I continue to push my boundaries and have run into yet another problem. I’m trying to print this vase (Elegoo PETG-GF, Elegoo Slicer) and I consistently get a visible line towards the bottom of the print: https://www.printables.com/model/1105898-sand-palms-vase


Vase.jpg


When I look at the Line Type, Speed, Temperature, and Flow Rate views, everything looks normal:


Vase - Line Type.jpg


image.png


However, when I look at the Fan Speed and Layer Time views, the line becomes visible:


Vase - Fan Speed.jpg


Taking a closer look at the offending layers, I can see this coincides with the internal bridging that support the inside of the vase:  


Vase - Fan Speed 1.jpg


If you look closely at the Fan Speed view, you can see that the speed drops on the external walls for the offending layers.
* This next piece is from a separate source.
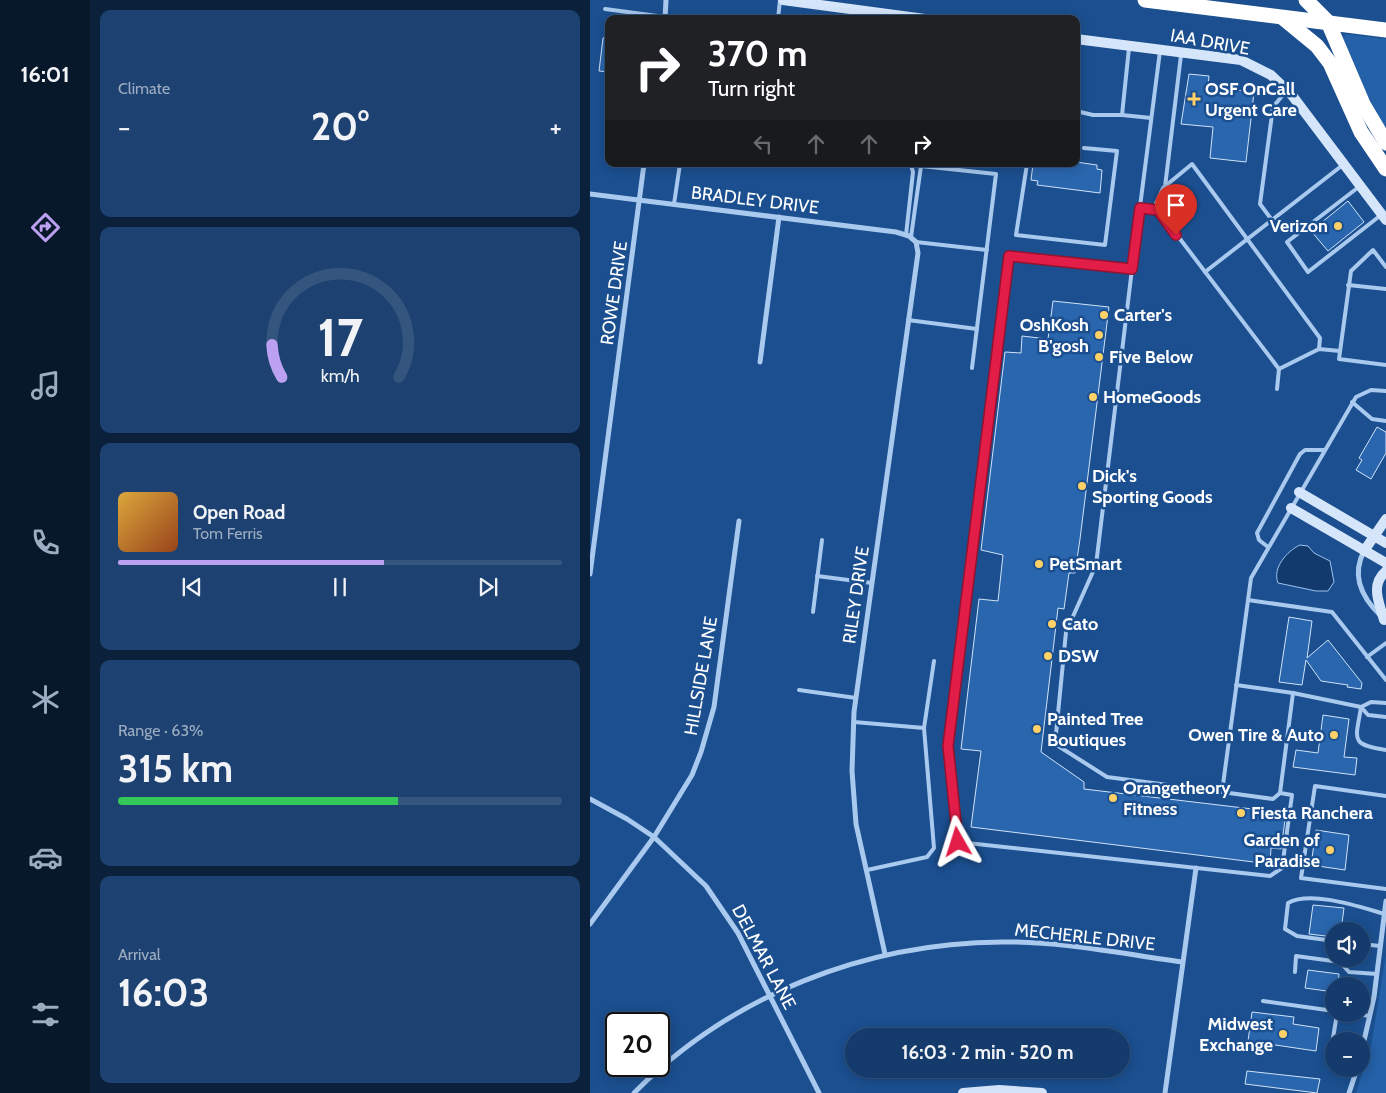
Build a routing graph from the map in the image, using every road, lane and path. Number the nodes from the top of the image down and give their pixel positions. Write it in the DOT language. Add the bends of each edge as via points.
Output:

You can also see that those walls are not used for inside bridging purposes:


Vase - Fan Speed 2.jpg


Now I understand why layer time shoots up, but I don’t understand what is going on with the fan speed.  The fan speed hovers around 40% for most of the print but it drops down to the 10% range for the outer wall on the layers where the internal bridging occurs.


Why isn’t the fan speed for the outer wall consistent with the other layers?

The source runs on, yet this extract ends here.